Running is a personal journey.  We all have our own goals and aspirations.  It is important that you keep the focus on you.  Be selfish.  Focus on getting through the darn run.  And if people pass you, give them a wave.  But remember that you are awesome for being out there and everyone eventually sees someone faster than them.  Oh yeah, and you look great from behind!


Happy Ho-Ho-Holidays!

Greetings from Northern Michigan!  We arrived here Saturday night with Louie in tow.  It was an adventurous drive and one we have been dreading because little Louie has a tendency to get car sick.  But we made it here with a clean car and dog!


There is just a “dusting” of snow here for this time of year, about 2-3 inches, and the temperatures are relatively moderate.  This is perfect because last night we went to Traverse City to join in on an evening Jingle Run put on by the Traverse City Track Club.  We were really looking forward to this race.  Typically, as many of you know, I despise 5K’s.  Regardless of how much I intend to just go and have a fun run, my Type A personality takes over and I end up pushing myself like it is a 3.1 mile sprint.  It always ends ugly.

But this race was a fun run, as in not chip timed.  For a $15 race fee you received a jingle bell for your shoe and a great race hat.  I don’t wear my race shirts for actual races but in keeping with the vibe I threw on the hat and it was surprisingly warm and festive!  Participants were also asked to bring a canned good to put towards a local pantry.  I love the holiday season and any excuse to share the holiday love with those who might need some extra help.  How perfect is a race that gives back?!


Oh did I mention that there was a post race pizza buffet?  And we all hung out in a warm ballroom until the start of the race when we simply just herded down the streets of beautiful downtown Traverse City.  If you have never visited, it is a truly picturesque place.  Personally I think summer is the time to be here when the crystal clear beaches are paradise and rail trails span for miles and miles for your running pleasure.  But in the winter there are plenty of places to downhill ski, snowboard, cross country ski, and snowshoe.  Plus Traverse City has lots of great little shops and boutiques to visit as well as many incredible restaurants.  It is a foodie’s dream come true!

Even better my friends Jerry, Brandy, and Patrick (who all happen to also be MDA Team Momentum members) joined in on the fun.  While Jerry’s costume may have been just slightly sacrilegious he did take home the top prize for best costume, a free night’s stay at the Park Place Hotel.

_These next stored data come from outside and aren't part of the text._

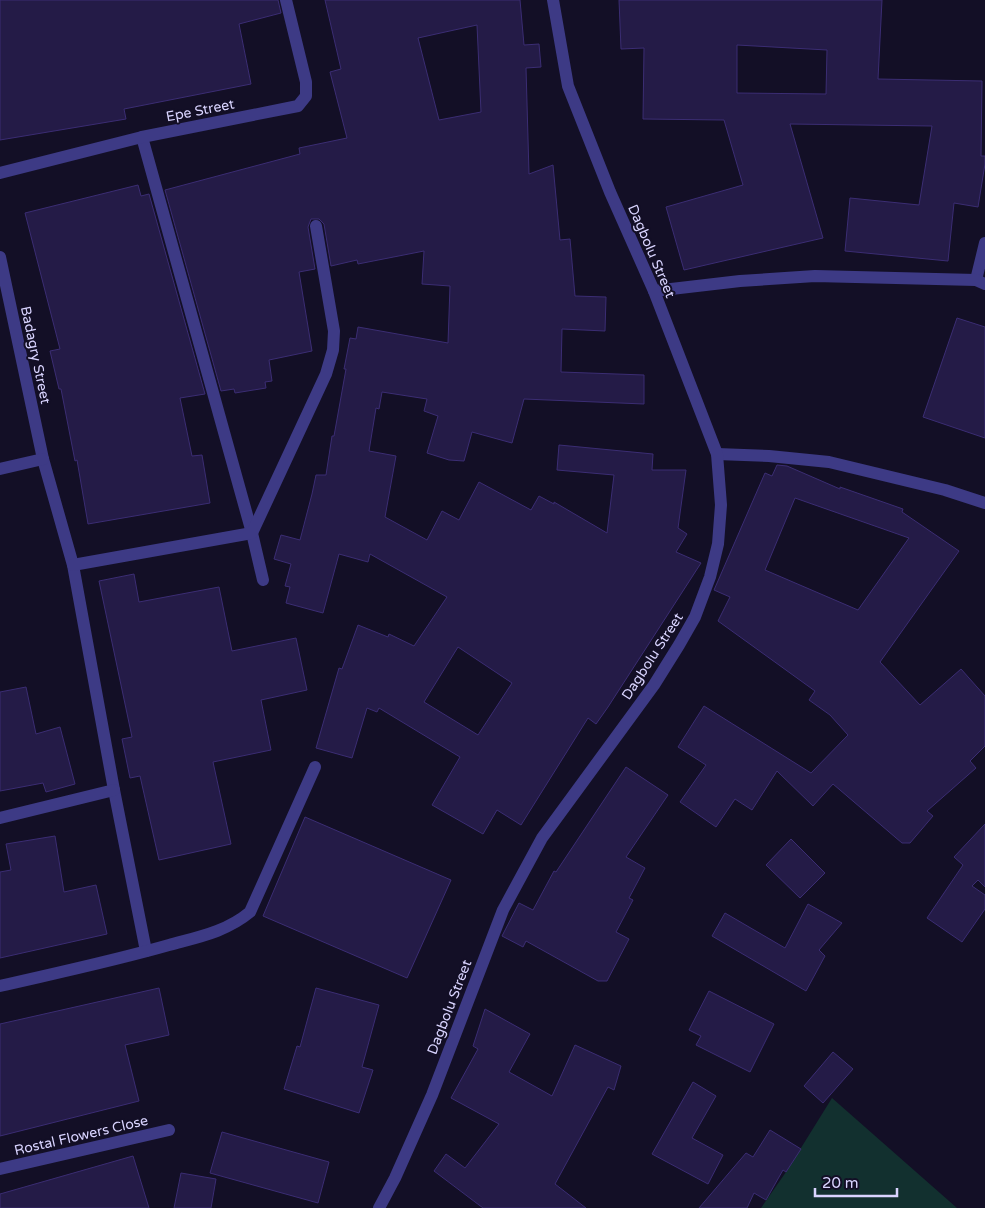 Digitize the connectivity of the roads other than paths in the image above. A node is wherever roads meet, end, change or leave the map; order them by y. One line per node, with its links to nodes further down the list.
1 (286, 0): 3 (street, Epe Street)
2 (553, 0): 9 (street, Dagbolu Street)
3 (142, 137): 4 (street, Epe Street); 14 (street)
4 (0, 173)
5 (316, 226): 14 (street)
6 (985, 243): 8 (street)
7 (0, 257): 11 (street, Badagry Street)
8 (980, 282): 9 (street)
9 (654, 291): 10 (street, Dagbolu Street)
10 (717, 454): 13 (street); 24 (street, Dagbolu Street)
11 (43, 459): 12 (street); 15 (street, Badagry Street)
12 (0, 468)
13 (985, 503)
14 (252, 533): 15 (street); 16 (street)
15 (73, 565): 18 (street, Badagry Street)
16 (264, 580)
17 (315, 767): 20 (street)
18 (114, 790): 19 (street); 20 (street, Badagry Street)
19 (0, 818)
20 (146, 951): 21 (street)
21 (0, 986)
22 (169, 1130): 23 (street, Rostal Flowers Close)
23 (0, 1169)
24 (379, 1208)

There is something really special about doing a race not for the medal or PR but instead to join the running community and give back.  There were no commemorative shirts to be had or top prizes for age groups.  But I did get to run with some special friends and catch up with them over a few miles along the streets as we enjoyed the holiday lights.  In many ways isn’t that what running is about?  We are a giving community and so many of us use our running as a way to be involved in various charities.  Often times it is the charity that brings us to running in the first place.

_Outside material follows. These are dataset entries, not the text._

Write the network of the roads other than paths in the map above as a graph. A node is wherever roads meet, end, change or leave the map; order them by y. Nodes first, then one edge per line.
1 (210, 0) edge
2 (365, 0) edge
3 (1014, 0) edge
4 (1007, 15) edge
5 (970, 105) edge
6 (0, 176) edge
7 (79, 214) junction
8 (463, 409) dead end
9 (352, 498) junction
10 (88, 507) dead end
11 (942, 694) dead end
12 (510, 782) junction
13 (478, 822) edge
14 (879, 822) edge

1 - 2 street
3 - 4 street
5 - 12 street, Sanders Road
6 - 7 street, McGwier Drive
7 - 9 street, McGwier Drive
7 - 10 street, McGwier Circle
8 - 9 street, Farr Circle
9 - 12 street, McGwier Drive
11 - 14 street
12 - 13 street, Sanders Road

I love this time of year.  I love buying gifts for others and seeing the smiles on children’s faces.  In fact when I got out of the car yesterday to pick up our packets I ran into Santa on the sidewalk.  He waved to me and watched me look at the parking meter.  He kindly told me that we didn’t have to pay on Sundays.  I thanked him and wished him a Merry Christmas and he wished me the same.  I felt like a little girl all giddy to be chatting with Santa.

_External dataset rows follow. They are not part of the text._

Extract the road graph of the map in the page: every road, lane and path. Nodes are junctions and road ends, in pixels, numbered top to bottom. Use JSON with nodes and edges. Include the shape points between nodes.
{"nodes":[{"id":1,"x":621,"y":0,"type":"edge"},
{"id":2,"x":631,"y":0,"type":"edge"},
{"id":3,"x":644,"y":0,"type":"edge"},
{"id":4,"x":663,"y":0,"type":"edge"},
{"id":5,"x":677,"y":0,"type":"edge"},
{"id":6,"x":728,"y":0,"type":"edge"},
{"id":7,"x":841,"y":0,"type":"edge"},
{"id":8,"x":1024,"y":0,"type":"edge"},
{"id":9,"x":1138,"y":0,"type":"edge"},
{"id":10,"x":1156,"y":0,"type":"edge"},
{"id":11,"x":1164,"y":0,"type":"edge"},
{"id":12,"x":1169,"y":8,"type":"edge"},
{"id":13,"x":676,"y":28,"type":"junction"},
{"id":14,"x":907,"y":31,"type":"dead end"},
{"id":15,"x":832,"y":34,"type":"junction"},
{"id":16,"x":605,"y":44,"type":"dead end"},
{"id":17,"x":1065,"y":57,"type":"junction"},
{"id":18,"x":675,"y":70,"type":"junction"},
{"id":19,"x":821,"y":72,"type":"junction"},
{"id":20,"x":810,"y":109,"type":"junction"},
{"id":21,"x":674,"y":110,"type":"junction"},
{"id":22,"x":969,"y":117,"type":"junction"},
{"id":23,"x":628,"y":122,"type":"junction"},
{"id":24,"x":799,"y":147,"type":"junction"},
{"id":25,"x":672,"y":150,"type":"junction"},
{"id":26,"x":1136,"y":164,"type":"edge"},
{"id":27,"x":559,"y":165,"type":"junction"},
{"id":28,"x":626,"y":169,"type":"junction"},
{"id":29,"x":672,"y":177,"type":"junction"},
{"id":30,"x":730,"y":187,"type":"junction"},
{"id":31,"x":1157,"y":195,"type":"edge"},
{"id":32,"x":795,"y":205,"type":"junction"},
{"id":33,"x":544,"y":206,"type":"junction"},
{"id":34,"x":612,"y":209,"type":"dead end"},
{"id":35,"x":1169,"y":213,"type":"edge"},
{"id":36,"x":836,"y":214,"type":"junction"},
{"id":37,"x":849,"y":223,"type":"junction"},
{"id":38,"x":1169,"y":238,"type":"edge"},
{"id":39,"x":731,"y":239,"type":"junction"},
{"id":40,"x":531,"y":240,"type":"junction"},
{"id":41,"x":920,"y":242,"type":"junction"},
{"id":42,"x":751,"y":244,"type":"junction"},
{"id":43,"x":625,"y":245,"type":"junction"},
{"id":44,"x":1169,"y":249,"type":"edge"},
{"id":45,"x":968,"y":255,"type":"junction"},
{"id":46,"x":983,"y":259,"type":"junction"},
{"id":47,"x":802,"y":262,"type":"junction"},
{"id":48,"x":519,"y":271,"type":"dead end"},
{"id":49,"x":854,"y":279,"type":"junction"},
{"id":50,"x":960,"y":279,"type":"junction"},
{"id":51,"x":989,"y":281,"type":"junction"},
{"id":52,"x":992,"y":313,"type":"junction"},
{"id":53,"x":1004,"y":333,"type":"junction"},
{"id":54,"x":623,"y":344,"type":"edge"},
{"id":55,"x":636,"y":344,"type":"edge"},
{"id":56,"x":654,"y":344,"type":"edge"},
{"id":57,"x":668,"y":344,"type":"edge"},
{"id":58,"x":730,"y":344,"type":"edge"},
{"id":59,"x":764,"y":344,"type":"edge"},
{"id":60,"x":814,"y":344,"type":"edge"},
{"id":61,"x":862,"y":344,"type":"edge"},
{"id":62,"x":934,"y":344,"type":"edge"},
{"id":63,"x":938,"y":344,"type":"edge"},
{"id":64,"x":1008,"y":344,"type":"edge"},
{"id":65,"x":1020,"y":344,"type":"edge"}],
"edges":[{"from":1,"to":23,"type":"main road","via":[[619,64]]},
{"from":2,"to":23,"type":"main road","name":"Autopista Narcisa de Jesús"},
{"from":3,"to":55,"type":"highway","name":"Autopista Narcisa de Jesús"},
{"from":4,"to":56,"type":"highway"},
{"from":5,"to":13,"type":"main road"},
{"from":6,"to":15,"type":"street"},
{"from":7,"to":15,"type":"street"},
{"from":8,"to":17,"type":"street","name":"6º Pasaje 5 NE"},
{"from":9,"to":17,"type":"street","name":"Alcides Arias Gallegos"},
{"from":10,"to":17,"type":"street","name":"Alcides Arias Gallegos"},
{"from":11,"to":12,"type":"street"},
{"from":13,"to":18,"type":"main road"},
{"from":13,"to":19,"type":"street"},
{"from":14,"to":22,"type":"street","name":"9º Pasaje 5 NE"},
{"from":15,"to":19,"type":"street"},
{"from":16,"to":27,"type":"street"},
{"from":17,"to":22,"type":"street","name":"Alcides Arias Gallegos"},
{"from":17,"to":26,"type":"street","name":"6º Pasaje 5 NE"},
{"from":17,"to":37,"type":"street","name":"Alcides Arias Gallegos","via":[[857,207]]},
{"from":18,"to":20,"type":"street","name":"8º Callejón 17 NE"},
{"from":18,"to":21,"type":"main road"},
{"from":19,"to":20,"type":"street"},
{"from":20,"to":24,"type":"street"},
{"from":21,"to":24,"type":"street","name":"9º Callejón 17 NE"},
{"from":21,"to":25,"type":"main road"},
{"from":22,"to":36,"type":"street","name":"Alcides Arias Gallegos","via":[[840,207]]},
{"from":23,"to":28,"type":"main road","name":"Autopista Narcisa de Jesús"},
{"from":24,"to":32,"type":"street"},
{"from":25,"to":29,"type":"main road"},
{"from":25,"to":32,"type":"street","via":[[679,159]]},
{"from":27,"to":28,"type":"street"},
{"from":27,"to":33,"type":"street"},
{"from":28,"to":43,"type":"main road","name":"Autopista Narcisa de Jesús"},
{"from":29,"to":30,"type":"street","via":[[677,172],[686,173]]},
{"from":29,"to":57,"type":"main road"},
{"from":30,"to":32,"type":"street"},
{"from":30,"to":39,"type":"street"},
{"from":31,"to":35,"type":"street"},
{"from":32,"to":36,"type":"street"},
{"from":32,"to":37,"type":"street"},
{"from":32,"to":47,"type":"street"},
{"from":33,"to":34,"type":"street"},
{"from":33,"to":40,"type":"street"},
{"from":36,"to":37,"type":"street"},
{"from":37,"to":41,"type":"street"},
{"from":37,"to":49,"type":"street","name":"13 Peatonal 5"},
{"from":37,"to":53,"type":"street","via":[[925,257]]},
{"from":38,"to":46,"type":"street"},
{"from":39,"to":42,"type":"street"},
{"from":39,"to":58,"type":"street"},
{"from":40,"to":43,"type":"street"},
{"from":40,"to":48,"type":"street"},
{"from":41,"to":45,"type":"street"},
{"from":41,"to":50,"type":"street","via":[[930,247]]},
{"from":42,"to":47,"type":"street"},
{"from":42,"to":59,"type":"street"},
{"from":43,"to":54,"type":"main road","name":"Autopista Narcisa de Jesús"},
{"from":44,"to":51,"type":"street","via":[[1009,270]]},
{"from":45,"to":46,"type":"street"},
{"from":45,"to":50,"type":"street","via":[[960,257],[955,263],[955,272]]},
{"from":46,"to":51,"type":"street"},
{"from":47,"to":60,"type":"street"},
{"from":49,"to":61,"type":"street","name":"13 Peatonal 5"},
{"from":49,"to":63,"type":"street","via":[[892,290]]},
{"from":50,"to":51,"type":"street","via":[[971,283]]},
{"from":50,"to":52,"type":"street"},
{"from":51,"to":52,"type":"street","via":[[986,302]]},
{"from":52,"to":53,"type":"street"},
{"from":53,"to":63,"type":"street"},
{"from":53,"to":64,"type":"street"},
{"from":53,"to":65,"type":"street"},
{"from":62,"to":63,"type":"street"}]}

We spend so much time discussing the stress of holiday shopping or travel.  We worry about making it to every holiday party or how to pay the bills with all of our extra shopping.  This time of year should be a special time full of family, friends and charitable giving.  A simple fun run was such a wonderful way for us to relax and enjoy this time of year, be with our friends, and have the opportunity to give to those who could use some help.


Happy holidays friends!

What is your favorite holiday tradition or way to get in the spirit?